# Local Embeddings

We will try a few embedding models running locally and compare their performance

## References

- https://docs.llamaindex.ai/en/stable/examples/embeddings/huggingface.html#huggingfaceembedding
- Leaderboard : https://huggingface.co/spaces/mteb/leaderboard
- Explaining leaderboard: https://huggingface.co/blog/mteb

## Option 1 - Using Llama-Index

In [2]:
import os
## Optional, but set llamaindex cache dir to ./cache dir here.  Default is system tmp
## This way, we can easily see downloaded artifacts
os.environ['LLAMA_INDEX_CACHE_DIR'] = os.path.join(os.path.abspath(''), 'cache')
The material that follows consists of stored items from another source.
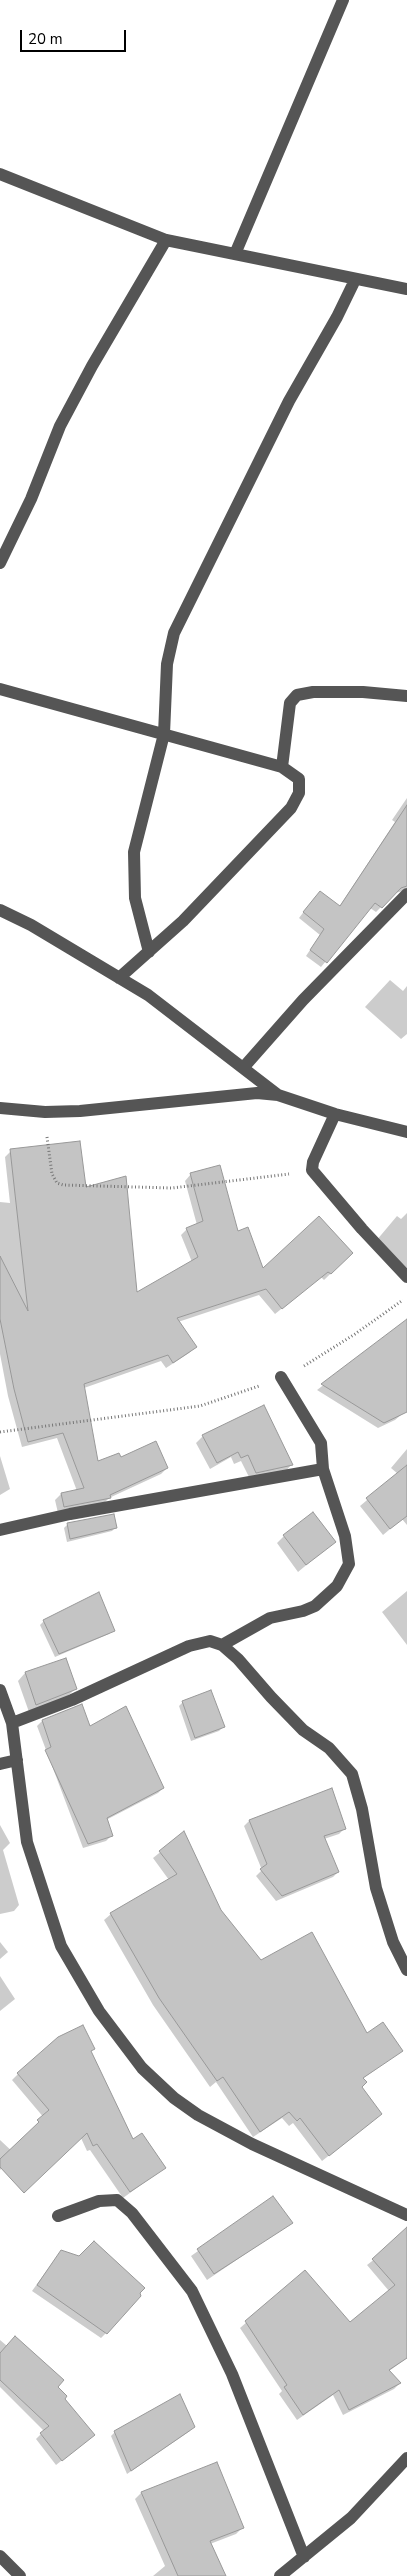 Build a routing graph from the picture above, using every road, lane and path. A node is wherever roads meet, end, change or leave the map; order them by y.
1 (343, 0) edge
2 (0, 174) edge
3 (166, 240) junction
4 (235, 254) junction
5 (355, 280) junction
6 (407, 289) edge
7 (0, 563) edge
8 (0, 689) edge
9 (407, 696) edge
10 (164, 734) junction
11 (282, 767) junction
12 (407, 894) edge
13 (0, 910) edge
14 (149, 952) junction
15 (119, 978) junction
16 (243, 1068) junction
17 (278, 1094) junction
18 (0, 1108) edge
19 (44, 1112) junction
20 (335, 1114) junction
21 (405, 1129) edge
22 (312, 1170) junction
23 (407, 1276) edge
24 (407, 1297) edge
25 (282, 1377) junction
26 (0, 1432) edge
27 (324, 1469) junction
28 (0, 1530) edge
29 (222, 1645) junction
30 (0, 1690) edge
31 (12, 1723) junction
32 (17, 1760) junction
33 (0, 1764) edge
34 (407, 1970) edge
35 (407, 2215) edge
36 (58, 2216) dead end
37 (407, 2458) edge
38 (0, 2556) edge
39 (304, 2557) junction
40 (20, 2576) edge
41 (280, 2576) edge

1 - 4 street
2 - 3 street
3 - 4 street
3 - 7 street
4 - 5 street
5 - 6 street
5 - 10 street
8 - 10 street
9 - 11 street
10 - 11 street
10 - 14 street
11 - 14 street
12 - 16 street
13 - 15 street
14 - 15 street
15 - 16 street
16 - 17 street
17 - 19 street
17 - 20 street
18 - 19 street
19 - 22 path
20 - 21 street
20 - 22 street
22 - 23 street
24 - 25 path
25 - 26 path
25 - 27 street
27 - 28 street
27 - 29 street
29 - 31 street
29 - 34 street
30 - 31 street
31 - 32 street
32 - 33 street
32 - 35 street
36 - 39 street
37 - 39 street
38 - 40 street
39 - 41 street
from llama_index.embeddings import HuggingFaceEmbedding
embed_model = HuggingFaceEmbedding(model_name="BAAI/bge-small-en-v1.5")
embeddings = embed_model.get_text_embedding("Hello World!")

print(len(embeddings))
print(embeddings[:5])

  from .autonotebook import tqdm as notebook_tqdm


384
[-0.0032757227309048176, -0.011690807528793812, 0.041559189558029175, -0.03814816102385521, 0.024183066561818123]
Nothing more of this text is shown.